# What you should do
Set down the entries below exactly, leaving out all images.

Items from a dataset
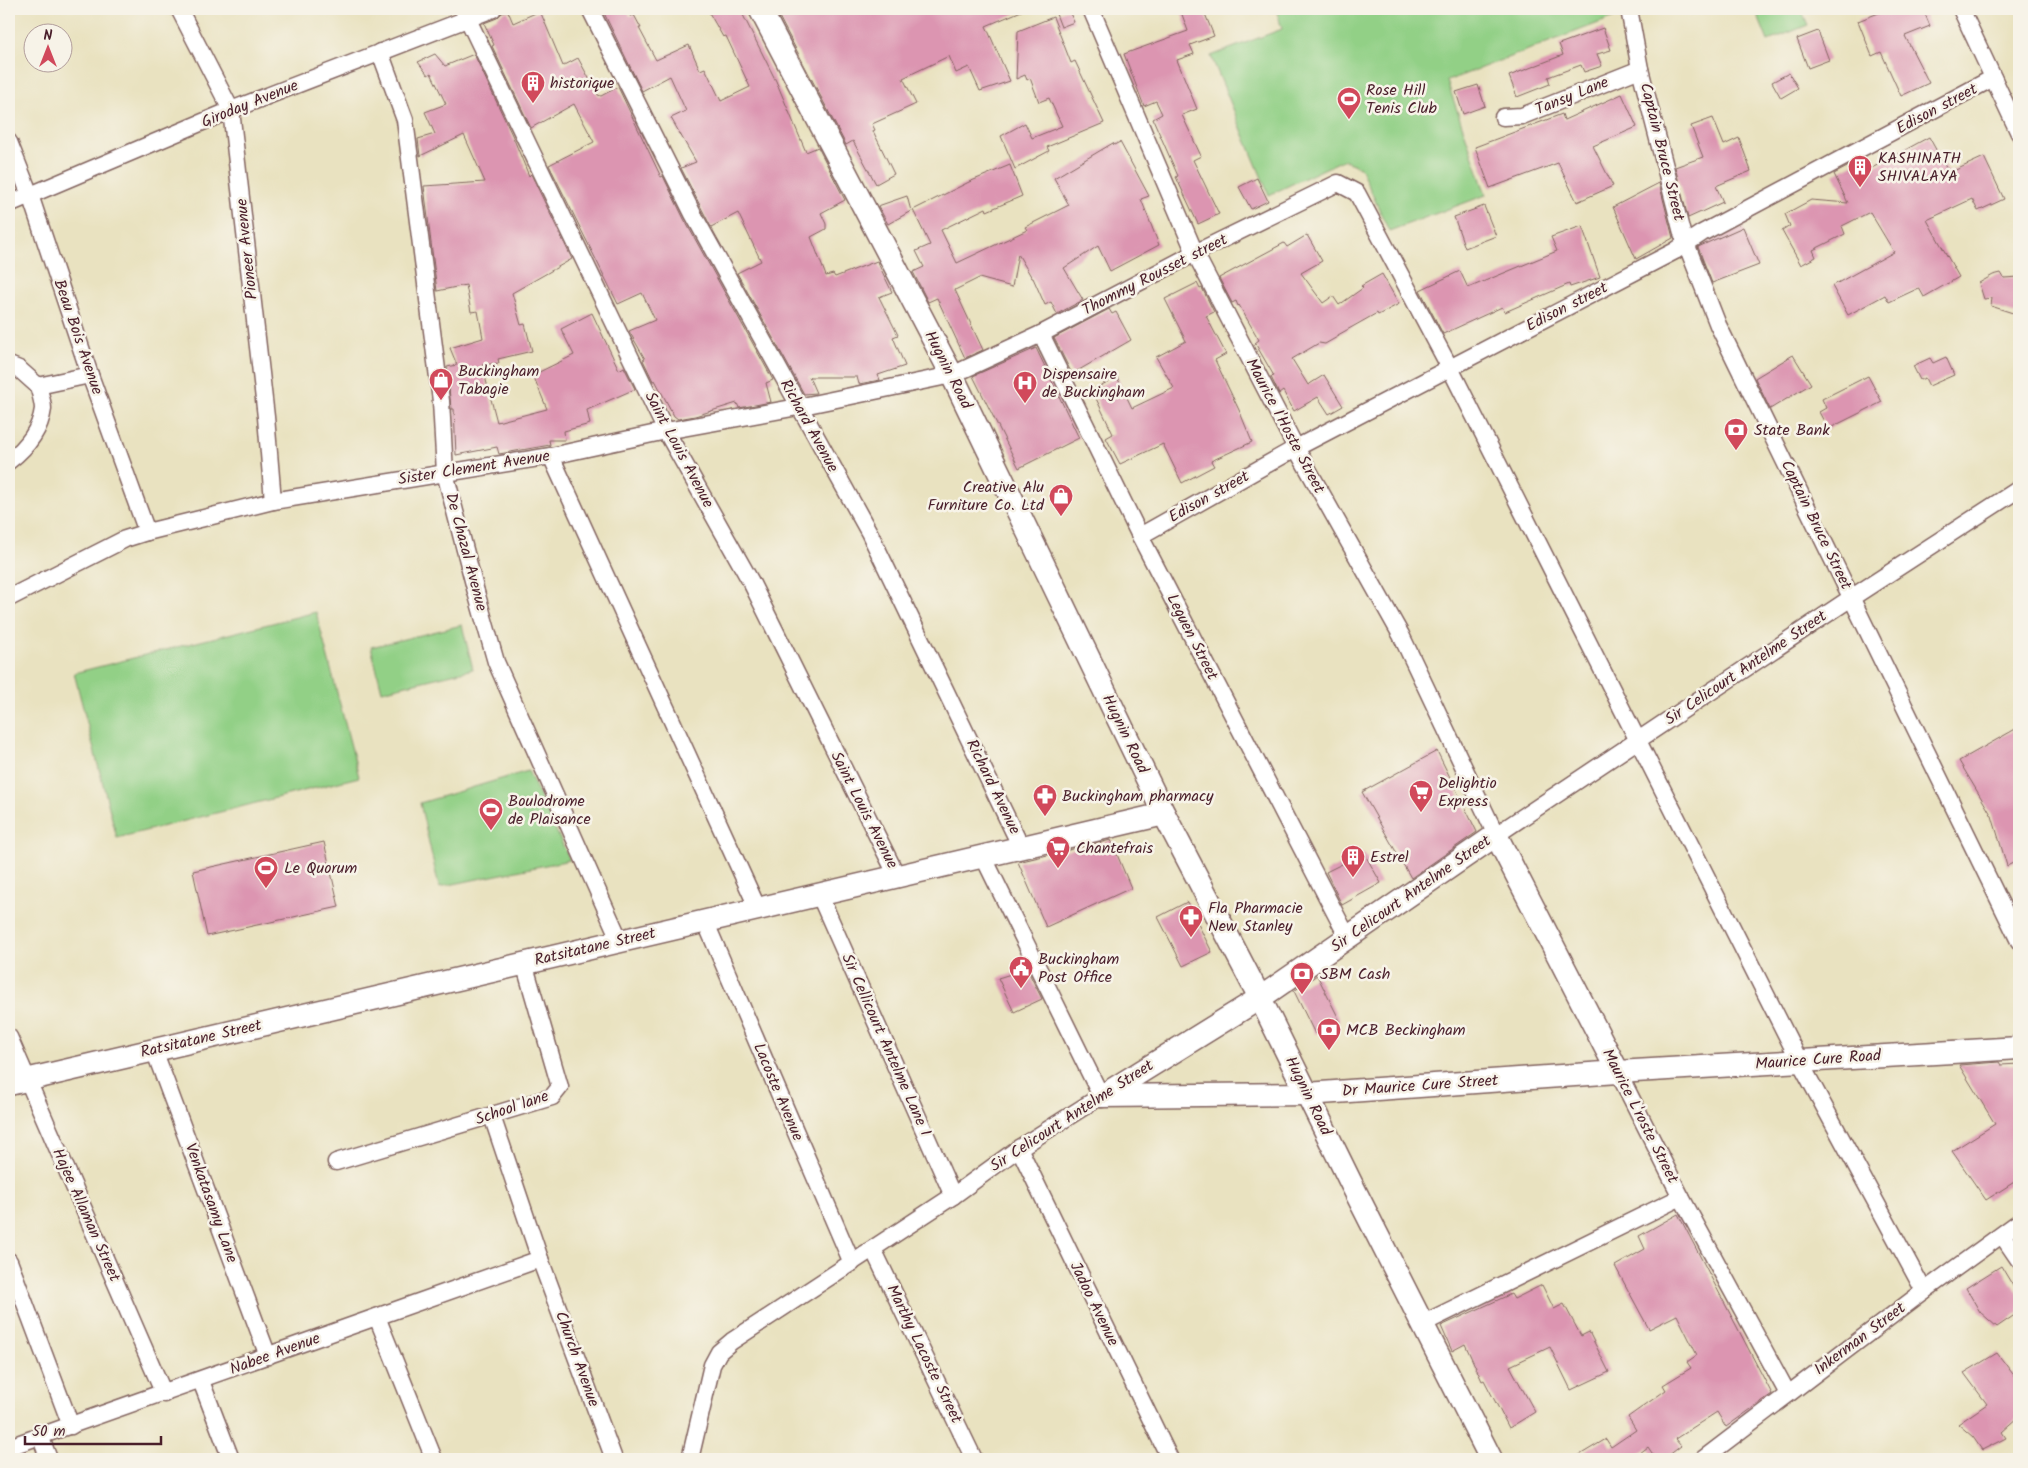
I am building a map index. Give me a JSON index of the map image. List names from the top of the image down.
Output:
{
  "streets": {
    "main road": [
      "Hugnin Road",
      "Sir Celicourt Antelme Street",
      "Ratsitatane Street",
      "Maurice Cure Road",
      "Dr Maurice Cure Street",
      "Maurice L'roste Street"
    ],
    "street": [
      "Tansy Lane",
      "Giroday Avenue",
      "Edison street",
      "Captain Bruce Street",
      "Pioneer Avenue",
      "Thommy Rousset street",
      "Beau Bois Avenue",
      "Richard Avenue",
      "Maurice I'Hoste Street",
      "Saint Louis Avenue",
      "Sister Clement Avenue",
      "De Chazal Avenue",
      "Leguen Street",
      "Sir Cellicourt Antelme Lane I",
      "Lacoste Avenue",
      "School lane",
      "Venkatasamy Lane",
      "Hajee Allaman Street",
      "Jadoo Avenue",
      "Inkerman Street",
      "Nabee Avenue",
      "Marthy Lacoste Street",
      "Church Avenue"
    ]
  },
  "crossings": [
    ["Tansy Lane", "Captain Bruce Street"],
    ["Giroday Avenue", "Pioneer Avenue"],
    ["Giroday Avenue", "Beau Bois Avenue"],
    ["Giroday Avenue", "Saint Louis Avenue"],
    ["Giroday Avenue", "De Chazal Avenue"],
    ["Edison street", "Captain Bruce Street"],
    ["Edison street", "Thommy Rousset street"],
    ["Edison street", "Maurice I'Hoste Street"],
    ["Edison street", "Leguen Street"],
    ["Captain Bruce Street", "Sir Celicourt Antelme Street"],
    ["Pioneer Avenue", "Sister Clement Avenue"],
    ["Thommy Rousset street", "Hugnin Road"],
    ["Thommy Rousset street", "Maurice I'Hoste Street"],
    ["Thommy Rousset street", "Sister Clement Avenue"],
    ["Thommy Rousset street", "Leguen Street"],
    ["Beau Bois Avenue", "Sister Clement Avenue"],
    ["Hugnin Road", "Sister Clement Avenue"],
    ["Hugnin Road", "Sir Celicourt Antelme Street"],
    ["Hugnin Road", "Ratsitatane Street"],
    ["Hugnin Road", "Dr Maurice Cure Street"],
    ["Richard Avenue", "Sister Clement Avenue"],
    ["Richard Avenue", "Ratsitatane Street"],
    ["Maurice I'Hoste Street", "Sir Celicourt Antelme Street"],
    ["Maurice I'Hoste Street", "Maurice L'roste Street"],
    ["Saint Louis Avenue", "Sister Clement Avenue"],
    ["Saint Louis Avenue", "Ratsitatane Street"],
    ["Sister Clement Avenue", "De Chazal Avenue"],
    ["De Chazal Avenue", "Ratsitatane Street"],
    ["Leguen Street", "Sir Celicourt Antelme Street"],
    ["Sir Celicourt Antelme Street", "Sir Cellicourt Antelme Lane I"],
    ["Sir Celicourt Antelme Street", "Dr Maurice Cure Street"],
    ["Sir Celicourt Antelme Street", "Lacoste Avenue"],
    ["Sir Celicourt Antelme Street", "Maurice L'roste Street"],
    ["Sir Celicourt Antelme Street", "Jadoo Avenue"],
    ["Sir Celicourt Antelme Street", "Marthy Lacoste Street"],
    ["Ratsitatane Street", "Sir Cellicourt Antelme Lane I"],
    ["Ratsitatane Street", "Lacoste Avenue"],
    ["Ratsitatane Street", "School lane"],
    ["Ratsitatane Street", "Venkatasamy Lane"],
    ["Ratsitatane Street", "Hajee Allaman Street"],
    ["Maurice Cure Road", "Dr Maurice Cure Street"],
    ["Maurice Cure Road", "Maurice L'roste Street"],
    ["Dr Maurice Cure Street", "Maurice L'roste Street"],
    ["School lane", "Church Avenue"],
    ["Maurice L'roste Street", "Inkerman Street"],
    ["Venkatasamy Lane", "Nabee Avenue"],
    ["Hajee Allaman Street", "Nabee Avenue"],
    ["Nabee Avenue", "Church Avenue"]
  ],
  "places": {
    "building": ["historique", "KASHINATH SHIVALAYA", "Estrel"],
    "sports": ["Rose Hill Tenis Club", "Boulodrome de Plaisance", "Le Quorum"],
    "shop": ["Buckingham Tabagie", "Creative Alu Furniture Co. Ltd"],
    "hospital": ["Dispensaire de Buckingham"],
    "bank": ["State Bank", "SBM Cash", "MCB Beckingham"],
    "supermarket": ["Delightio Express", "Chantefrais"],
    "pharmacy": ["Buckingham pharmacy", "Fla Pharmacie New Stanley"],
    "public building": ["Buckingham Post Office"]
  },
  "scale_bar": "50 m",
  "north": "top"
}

# Solution for this task
I am building a map index. Give me a JSON index of the map image. List names from the top of the image down.
Output:
{
  "streets": {
    "main road": [
      "Hugnin Road",
      "Sir Celicourt Antelme Street",
      "Ratsitatane Street",
      "Maurice Cure Road",
      "Dr Maurice Cure Street",
      "Maurice L'roste Street"
    ],
    "street": [
      "Tansy Lane",
      "Giroday Avenue",
      "Edison street",
      "Captain Bruce Street",
      "Pioneer Avenue",
      "Thommy Rousset street",
      "Beau Bois Avenue",
      "Richard Avenue",
      "Maurice I'Hoste Street",
      "Saint Louis Avenue",
      "Sister Clement Avenue",
      "De Chazal Avenue",
      "Leguen Street",
      "Sir Cellicourt Antelme Lane I",
      "Lacoste Avenue",
      "School lane",
      "Venkatasamy Lane",
      "Hajee Allaman Street",
      "Jadoo Avenue",
      "Inkerman Street",
      "Nabee Avenue",
      "Marthy Lacoste Street",
      "Church Avenue"
    ]
  },
  "crossings": [
    ["Tansy Lane", "Captain Bruce Street"],
    ["Giroday Avenue", "Pioneer Avenue"],
    ["Giroday Avenue", "Beau Bois Avenue"],
    ["Giroday Avenue", "Saint Louis Avenue"],
    ["Giroday Avenue", "De Chazal Avenue"],
    ["Edison street", "Captain Bruce Street"],
    ["Edison street", "Thommy Rousset street"],
    ["Edison street", "Maurice I'Hoste Street"],
    ["Edison street", "Leguen Street"],
    ["Captain Bruce Street", "Sir Celicourt Antelme Street"],
    ["Pioneer Avenue", "Sister Clement Avenue"],
    ["Thommy Rousset street", "Hugnin Road"],
    ["Thommy Rousset street", "Maurice I'Hoste Street"],
    ["Thommy Rousset street", "Sister Clement Avenue"],
    ["Thommy Rousset street", "Leguen Street"],
    ["Beau Bois Avenue", "Sister Clement Avenue"],
    ["Hugnin Road", "Sister Clement Avenue"],
    ["Hugnin Road", "Sir Celicourt Antelme Street"],
    ["Hugnin Road", "Ratsitatane Street"],
    ["Hugnin Road", "Dr Maurice Cure Street"],
    ["Richard Avenue", "Sister Clement Avenue"],
    ["Richard Avenue", "Ratsitatane Street"],
    ["Maurice I'Hoste Street", "Sir Celicourt Antelme Street"],
    ["Maurice I'Hoste Street", "Maurice L'roste Street"],
    ["Saint Louis Avenue", "Sister Clement Avenue"],
    ["Saint Louis Avenue", "Ratsitatane Street"],
    ["Sister Clement Avenue", "De Chazal Avenue"],
    ["De Chazal Avenue", "Ratsitatane Street"],
    ["Leguen Street", "Sir Celicourt Antelme Street"],
    ["Sir Celicourt Antelme Street", "Sir Cellicourt Antelme Lane I"],
    ["Sir Celicourt Antelme Street", "Dr Maurice Cure Street"],
    ["Sir Celicourt Antelme Street", "Lacoste Avenue"],
    ["Sir Celicourt Antelme Street", "Maurice L'roste Street"],
    ["Sir Celicourt Antelme Street", "Jadoo Avenue"],
    ["Sir Celicourt Antelme Street", "Marthy Lacoste Street"],
    ["Ratsitatane Street", "Sir Cellicourt Antelme Lane I"],
    ["Ratsitatane Street", "Lacoste Avenue"],
    ["Ratsitatane Street", "School lane"],
    ["Ratsitatane Street", "Venkatasamy Lane"],
    ["Ratsitatane Street", "Hajee Allaman Street"],
    ["Maurice Cure Road", "Dr Maurice Cure Street"],
    ["Maurice Cure Road", "Maurice L'roste Street"],
    ["Dr Maurice Cure Street", "Maurice L'roste Street"],
    ["School lane", "Church Avenue"],
    ["Maurice L'roste Street", "Inkerman Street"],
    ["Venkatasamy Lane", "Nabee Avenue"],
    ["Hajee Allaman Street", "Nabee Avenue"],
    ["Nabee Avenue", "Church Avenue"]
  ],
  "places": {
    "building": ["historique", "KASHINATH SHIVALAYA", "Estrel"],
    "sports": ["Rose Hill Tenis Club", "Boulodrome de Plaisance", "Le Quorum"],
    "shop": ["Buckingham Tabagie", "Creative Alu Furniture Co. Ltd"],
    "hospital": ["Dispensaire de Buckingham"],
    "bank": ["State Bank", "SBM Cash", "MCB Beckingham"],
    "supermarket": ["Delightio Express", "Chantefrais"],
    "pharmacy": ["Buckingham pharmacy", "Fla Pharmacie New Stanley"],
    "public building": ["Buckingham Post Office"]
  },
  "scale_bar": "50 m",
  "north": "top"
}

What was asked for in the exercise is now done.